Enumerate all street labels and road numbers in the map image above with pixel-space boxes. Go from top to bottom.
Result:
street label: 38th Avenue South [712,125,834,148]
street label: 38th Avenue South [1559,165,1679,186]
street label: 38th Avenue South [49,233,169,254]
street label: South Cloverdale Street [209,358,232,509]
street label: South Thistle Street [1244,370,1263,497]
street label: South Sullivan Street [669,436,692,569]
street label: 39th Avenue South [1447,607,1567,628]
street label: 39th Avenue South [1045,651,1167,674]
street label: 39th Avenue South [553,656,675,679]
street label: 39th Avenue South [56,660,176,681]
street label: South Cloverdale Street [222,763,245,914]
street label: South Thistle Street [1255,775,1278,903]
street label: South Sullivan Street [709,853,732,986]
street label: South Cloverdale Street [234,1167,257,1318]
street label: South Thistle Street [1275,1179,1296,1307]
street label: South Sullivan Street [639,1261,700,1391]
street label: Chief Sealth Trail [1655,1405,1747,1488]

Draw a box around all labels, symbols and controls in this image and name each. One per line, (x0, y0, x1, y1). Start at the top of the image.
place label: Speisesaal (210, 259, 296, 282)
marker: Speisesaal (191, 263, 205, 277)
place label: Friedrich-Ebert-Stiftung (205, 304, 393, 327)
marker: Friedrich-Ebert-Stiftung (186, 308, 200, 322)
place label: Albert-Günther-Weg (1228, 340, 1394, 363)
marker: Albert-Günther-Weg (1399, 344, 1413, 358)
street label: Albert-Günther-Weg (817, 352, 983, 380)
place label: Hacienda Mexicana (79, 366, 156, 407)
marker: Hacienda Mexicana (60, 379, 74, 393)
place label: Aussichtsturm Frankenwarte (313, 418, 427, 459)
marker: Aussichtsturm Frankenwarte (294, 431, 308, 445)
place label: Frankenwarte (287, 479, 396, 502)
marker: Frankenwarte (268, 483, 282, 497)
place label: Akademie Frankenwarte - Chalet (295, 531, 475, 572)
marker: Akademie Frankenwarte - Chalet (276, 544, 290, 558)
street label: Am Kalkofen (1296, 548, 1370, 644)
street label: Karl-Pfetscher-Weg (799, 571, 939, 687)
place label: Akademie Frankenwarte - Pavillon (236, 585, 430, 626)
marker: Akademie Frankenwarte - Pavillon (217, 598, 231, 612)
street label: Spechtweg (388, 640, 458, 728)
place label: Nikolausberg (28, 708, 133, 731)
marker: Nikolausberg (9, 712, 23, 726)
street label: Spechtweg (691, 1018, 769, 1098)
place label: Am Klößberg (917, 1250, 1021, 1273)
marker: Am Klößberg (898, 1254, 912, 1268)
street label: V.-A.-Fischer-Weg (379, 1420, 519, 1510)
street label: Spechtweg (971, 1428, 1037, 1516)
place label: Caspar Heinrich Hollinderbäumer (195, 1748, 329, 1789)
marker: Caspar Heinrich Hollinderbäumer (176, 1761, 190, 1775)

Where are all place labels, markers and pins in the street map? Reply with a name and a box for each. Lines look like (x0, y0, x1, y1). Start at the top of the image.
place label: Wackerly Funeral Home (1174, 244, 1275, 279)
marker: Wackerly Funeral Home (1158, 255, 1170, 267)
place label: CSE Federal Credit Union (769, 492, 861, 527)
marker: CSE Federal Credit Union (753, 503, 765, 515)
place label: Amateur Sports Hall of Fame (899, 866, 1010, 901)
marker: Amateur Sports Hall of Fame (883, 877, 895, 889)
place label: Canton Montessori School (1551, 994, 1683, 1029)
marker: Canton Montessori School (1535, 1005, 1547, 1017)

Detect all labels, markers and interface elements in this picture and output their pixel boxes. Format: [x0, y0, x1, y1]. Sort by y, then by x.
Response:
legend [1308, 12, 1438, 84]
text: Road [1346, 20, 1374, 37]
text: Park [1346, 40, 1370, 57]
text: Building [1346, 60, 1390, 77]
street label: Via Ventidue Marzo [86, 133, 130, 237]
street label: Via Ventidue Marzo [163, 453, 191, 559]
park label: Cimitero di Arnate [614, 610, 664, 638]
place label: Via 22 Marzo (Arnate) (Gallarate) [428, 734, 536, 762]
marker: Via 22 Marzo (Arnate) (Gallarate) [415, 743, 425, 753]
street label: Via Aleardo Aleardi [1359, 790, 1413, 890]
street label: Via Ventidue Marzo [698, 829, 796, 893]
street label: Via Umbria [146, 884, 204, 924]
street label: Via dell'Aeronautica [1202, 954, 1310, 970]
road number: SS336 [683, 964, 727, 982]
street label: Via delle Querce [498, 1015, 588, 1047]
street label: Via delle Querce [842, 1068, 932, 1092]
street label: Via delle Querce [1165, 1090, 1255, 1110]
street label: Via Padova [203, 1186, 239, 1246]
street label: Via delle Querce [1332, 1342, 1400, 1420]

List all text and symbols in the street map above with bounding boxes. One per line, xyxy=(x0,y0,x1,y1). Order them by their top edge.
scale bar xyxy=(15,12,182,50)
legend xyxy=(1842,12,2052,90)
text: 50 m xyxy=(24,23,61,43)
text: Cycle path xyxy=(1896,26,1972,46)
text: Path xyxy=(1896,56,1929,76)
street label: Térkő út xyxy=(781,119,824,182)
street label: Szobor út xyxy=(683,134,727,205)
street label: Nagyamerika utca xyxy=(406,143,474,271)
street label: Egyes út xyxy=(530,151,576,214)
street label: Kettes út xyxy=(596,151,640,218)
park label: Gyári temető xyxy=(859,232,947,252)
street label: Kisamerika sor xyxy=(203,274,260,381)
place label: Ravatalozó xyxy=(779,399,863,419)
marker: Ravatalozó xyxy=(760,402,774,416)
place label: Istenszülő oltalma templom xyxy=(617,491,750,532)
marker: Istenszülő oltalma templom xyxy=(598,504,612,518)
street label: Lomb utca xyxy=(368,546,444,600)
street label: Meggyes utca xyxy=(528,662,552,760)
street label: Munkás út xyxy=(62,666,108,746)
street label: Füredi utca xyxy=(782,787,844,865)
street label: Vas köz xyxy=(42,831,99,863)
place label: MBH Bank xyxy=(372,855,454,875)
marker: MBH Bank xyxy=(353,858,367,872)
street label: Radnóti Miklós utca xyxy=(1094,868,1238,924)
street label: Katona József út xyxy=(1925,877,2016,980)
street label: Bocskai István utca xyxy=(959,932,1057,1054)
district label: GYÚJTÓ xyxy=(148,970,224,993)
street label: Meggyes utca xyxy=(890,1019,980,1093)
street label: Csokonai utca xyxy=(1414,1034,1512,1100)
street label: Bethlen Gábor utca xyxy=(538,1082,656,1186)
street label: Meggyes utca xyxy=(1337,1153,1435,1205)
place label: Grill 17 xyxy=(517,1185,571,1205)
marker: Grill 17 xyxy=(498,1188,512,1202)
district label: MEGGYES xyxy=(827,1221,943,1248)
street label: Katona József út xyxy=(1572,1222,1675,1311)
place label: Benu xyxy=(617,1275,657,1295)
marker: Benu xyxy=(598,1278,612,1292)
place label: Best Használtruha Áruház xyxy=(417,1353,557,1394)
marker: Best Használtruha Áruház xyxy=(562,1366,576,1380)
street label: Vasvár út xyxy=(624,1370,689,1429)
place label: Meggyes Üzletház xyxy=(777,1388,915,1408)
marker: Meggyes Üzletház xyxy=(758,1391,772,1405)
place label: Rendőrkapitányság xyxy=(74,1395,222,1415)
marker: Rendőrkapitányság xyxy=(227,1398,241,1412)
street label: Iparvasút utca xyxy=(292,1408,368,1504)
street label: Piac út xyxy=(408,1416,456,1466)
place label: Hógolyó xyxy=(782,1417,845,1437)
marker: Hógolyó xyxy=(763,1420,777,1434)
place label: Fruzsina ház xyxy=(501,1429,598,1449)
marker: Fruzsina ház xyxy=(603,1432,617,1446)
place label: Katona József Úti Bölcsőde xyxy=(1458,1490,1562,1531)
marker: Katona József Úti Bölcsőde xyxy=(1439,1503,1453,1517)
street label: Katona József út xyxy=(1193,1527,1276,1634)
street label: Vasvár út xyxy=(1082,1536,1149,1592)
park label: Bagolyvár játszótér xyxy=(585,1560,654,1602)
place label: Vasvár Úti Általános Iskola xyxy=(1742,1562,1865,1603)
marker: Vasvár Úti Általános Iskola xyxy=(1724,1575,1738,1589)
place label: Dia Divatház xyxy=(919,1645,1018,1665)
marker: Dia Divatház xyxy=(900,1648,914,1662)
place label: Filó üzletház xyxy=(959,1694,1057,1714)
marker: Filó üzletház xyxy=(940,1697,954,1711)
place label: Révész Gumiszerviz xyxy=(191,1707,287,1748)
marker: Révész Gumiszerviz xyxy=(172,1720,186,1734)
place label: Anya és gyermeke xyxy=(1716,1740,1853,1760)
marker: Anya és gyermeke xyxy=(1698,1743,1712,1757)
********************
Assigned task
In the listing above, find the line containing "Where are all" and the line containing "Detect all labels, markers", then retype both and every line between them exactly, with nothing else.

Answer area
Where are all place labels, markers and pins in the street map? Reply with a name and a box for each. Lines look like (x0, y0, x1, y1). Start at the top of the image.
place label: Wackerly Funeral Home (1174, 244, 1275, 279)
marker: Wackerly Funeral Home (1158, 255, 1170, 267)
place label: CSE Federal Credit Union (769, 492, 861, 527)
marker: CSE Federal Credit Union (753, 503, 765, 515)
place label: Amateur Sports Hall of Fame (899, 866, 1010, 901)
marker: Amateur Sports Hall of Fame (883, 877, 895, 889)
place label: Canton Montessori School (1551, 994, 1683, 1029)
marker: Canton Montessori School (1535, 1005, 1547, 1017)

Detect all labels, markers and interface elements in this picture and output their pixel boxes. Format: [x0, y0, x1, y1]. Sort by y, then by x.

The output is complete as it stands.